» **WHAT YOU WILL DO**
Reproduce the listing below in its entirety. Change nothing.
----------------------------------------
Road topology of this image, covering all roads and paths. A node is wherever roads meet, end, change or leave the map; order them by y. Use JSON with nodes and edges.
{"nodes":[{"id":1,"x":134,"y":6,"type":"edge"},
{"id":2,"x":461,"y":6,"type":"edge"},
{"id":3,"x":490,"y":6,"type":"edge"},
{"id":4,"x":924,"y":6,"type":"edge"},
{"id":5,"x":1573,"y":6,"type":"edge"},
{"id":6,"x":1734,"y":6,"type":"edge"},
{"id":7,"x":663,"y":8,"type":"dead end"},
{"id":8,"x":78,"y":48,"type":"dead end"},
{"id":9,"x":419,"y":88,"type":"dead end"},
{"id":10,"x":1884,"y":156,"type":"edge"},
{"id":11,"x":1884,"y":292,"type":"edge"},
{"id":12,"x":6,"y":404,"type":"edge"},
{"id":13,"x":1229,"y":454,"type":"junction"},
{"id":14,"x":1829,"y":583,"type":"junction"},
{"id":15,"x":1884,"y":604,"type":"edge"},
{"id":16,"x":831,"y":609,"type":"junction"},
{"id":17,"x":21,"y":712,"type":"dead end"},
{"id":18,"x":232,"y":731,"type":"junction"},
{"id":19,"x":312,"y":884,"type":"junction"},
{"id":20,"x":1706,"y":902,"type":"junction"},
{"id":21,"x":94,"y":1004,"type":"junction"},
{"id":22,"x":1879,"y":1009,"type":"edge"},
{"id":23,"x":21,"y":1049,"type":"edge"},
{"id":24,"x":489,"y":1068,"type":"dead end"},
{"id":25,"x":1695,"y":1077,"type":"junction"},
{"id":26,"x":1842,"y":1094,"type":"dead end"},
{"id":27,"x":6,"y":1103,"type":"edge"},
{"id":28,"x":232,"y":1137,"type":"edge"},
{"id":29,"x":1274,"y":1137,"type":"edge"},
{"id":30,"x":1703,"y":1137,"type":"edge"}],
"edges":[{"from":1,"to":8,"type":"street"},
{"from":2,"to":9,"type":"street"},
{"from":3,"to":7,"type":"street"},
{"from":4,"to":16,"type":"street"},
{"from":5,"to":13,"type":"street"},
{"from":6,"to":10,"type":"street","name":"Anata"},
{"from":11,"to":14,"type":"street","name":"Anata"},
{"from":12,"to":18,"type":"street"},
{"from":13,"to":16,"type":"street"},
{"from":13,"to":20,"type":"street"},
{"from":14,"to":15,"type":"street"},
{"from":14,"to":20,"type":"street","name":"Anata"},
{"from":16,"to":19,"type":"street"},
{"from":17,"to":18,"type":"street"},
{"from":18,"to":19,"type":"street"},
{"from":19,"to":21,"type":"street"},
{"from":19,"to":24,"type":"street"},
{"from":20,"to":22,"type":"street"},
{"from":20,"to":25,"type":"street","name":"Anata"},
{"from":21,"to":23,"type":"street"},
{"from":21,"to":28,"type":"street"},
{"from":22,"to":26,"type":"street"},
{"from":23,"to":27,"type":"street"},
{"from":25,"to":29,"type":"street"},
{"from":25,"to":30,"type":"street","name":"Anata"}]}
----------------------------------------
» **RESULT OF THE EXERCISE**
Road topology of this image, covering all roads and paths. A node is wherever roads meet, end, change or leave the map; order them by y. Use JSON with nodes and edges.
{"nodes":[{"id":1,"x":134,"y":6,"type":"edge"},
{"id":2,"x":461,"y":6,"type":"edge"},
{"id":3,"x":490,"y":6,"type":"edge"},
{"id":4,"x":924,"y":6,"type":"edge"},
{"id":5,"x":1573,"y":6,"type":"edge"},
{"id":6,"x":1734,"y":6,"type":"edge"},
{"id":7,"x":663,"y":8,"type":"dead end"},
{"id":8,"x":78,"y":48,"type":"dead end"},
{"id":9,"x":419,"y":88,"type":"dead end"},
{"id":10,"x":1884,"y":156,"type":"edge"},
{"id":11,"x":1884,"y":292,"type":"edge"},
{"id":12,"x":6,"y":404,"type":"edge"},
{"id":13,"x":1229,"y":454,"type":"junction"},
{"id":14,"x":1829,"y":583,"type":"junction"},
{"id":15,"x":1884,"y":604,"type":"edge"},
{"id":16,"x":831,"y":609,"type":"junction"},
{"id":17,"x":21,"y":712,"type":"dead end"},
{"id":18,"x":232,"y":731,"type":"junction"},
{"id":19,"x":312,"y":884,"type":"junction"},
{"id":20,"x":1706,"y":902,"type":"junction"},
{"id":21,"x":94,"y":1004,"type":"junction"},
{"id":22,"x":1879,"y":1009,"type":"edge"},
{"id":23,"x":21,"y":1049,"type":"edge"},
{"id":24,"x":489,"y":1068,"type":"dead end"},
{"id":25,"x":1695,"y":1077,"type":"junction"},
{"id":26,"x":1842,"y":1094,"type":"dead end"},
{"id":27,"x":6,"y":1103,"type":"edge"},
{"id":28,"x":232,"y":1137,"type":"edge"},
{"id":29,"x":1274,"y":1137,"type":"edge"},
{"id":30,"x":1703,"y":1137,"type":"edge"}],
"edges":[{"from":1,"to":8,"type":"street"},
{"from":2,"to":9,"type":"street"},
{"from":3,"to":7,"type":"street"},
{"from":4,"to":16,"type":"street"},
{"from":5,"to":13,"type":"street"},
{"from":6,"to":10,"type":"street","name":"Anata"},
{"from":11,"to":14,"type":"street","name":"Anata"},
{"from":12,"to":18,"type":"street"},
{"from":13,"to":16,"type":"street"},
{"from":13,"to":20,"type":"street"},
{"from":14,"to":15,"type":"street"},
{"from":14,"to":20,"type":"street","name":"Anata"},
{"from":16,"to":19,"type":"street"},
{"from":17,"to":18,"type":"street"},
{"from":18,"to":19,"type":"street"},
{"from":19,"to":21,"type":"street"},
{"from":19,"to":24,"type":"street"},
{"from":20,"to":22,"type":"street"},
{"from":20,"to":25,"type":"street","name":"Anata"},
{"from":21,"to":23,"type":"street"},
{"from":21,"to":28,"type":"street"},
{"from":22,"to":26,"type":"street"},
{"from":23,"to":27,"type":"street"},
{"from":25,"to":29,"type":"street"},
{"from":25,"to":30,"type":"street","name":"Anata"}]}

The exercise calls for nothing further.